In 1955, two men, Vincent Kosuga (an onion farmer) and Sam Siegel (a businessman), executed a massive cornering of the onion market that remains one of the most notorious examples of market manipulation in U.S. history. Their actions led to a permanent federal ban on onion futures trading that is still in effect in 2026.
Siegel and Kosuga, operating out of the Chicago Mercantile Exchange, began their scheme by aggressively buying both physical onions and futures contracts. By the fall of 1955, they controlled approximately 30 million pounds of onions, roughly 98% to 99% of the entire available supply in Chicago. After establishing their monopoly, they threatened growers with a market flood to force them to buy back the inventory at higher prices.
While publicly supporting the price, they secretly took massive short positions on onion futures, betting that prices would crash. To trigger the collapse, they flooded the market with their hoarded onions, some of which they had shipped out of Chicago to be cleaned and re-shipped back to create a false impression of an endless new supply.
By March 1956, the price of a 50-pound bag of onions plummeted from $2.75 (in August 1955) to just 10 cents. At 10 cents, the onions were worth less than the mesh bags they were packed in. Thousands of onion farmers were driven into bankruptcy. Siegel and Kosuga, however, profited handsomely from their short positions, earning an estimated $8.5 million at the time (roughly $100 million in current value).

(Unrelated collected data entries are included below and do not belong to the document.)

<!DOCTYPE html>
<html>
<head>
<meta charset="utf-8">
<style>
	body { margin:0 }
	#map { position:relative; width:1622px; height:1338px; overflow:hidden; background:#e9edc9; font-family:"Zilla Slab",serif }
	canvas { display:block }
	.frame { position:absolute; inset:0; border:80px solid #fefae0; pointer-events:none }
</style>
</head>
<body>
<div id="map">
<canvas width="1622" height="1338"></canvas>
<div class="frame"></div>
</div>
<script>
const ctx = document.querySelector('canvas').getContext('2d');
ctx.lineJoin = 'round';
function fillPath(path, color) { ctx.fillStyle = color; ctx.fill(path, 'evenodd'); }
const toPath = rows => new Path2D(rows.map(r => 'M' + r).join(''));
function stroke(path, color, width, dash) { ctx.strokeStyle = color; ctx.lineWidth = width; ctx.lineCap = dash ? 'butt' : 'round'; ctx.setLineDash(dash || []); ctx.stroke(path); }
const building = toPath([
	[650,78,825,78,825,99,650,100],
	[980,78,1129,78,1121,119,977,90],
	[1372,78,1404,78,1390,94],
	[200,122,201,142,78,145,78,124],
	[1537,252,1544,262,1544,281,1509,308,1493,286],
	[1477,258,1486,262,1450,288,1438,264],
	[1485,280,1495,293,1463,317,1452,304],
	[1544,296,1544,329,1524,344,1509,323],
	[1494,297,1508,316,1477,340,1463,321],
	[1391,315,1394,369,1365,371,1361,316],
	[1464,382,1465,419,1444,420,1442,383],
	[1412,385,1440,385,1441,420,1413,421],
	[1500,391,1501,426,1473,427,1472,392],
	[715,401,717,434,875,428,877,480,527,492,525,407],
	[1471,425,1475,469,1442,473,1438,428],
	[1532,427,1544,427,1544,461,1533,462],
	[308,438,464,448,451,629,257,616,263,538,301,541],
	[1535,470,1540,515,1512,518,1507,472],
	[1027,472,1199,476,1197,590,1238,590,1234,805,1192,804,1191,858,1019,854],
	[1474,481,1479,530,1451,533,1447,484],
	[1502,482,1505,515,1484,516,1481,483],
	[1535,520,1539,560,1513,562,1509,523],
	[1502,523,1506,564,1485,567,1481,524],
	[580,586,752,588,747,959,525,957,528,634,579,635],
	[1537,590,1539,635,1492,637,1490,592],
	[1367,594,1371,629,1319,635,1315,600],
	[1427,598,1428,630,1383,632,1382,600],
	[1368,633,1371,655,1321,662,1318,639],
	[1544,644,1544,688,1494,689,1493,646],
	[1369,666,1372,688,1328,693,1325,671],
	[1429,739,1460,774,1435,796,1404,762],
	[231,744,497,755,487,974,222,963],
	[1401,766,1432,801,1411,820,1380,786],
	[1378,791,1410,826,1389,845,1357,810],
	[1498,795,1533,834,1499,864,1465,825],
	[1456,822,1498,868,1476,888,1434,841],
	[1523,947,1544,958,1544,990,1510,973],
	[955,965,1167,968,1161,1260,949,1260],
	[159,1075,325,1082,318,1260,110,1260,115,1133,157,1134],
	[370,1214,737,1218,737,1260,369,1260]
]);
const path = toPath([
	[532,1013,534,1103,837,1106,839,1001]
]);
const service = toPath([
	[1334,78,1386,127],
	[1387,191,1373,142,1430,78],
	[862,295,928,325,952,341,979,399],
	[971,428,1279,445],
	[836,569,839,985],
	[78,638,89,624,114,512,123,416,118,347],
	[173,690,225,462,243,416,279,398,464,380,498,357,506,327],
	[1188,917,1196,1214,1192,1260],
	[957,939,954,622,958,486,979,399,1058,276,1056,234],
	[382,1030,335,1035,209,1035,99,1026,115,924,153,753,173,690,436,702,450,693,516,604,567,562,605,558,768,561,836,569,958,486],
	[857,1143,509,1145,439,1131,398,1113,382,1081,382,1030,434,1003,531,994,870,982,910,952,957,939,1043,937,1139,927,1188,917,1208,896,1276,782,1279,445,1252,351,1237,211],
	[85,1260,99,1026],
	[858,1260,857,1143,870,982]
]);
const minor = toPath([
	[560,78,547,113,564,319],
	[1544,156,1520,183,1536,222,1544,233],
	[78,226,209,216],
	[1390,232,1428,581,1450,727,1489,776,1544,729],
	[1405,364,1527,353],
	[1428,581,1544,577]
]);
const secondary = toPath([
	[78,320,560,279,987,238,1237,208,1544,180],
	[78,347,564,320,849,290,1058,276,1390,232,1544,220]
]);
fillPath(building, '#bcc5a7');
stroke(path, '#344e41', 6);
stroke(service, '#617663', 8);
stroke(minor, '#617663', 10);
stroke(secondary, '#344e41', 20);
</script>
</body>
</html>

Millions of pounds of worthless, rotting onions were dumped into the Chicago River, reportedly causing the city to smell for weeks. The resulting national outrage led to congressional hearings where then-Congressman Gerald Ford sponsored a bill to prevent such manipulation. In August 1958, President Dwight D. Eisenhower signed the Onion Futures Act, which prohibited the trading of onion futures in the U.S.
Onions remain the only agricultural commodity in the United States specifically excluded from futures trading by federal law. The act was later amended in 2010 to also include a ban on motion picture box office receipts.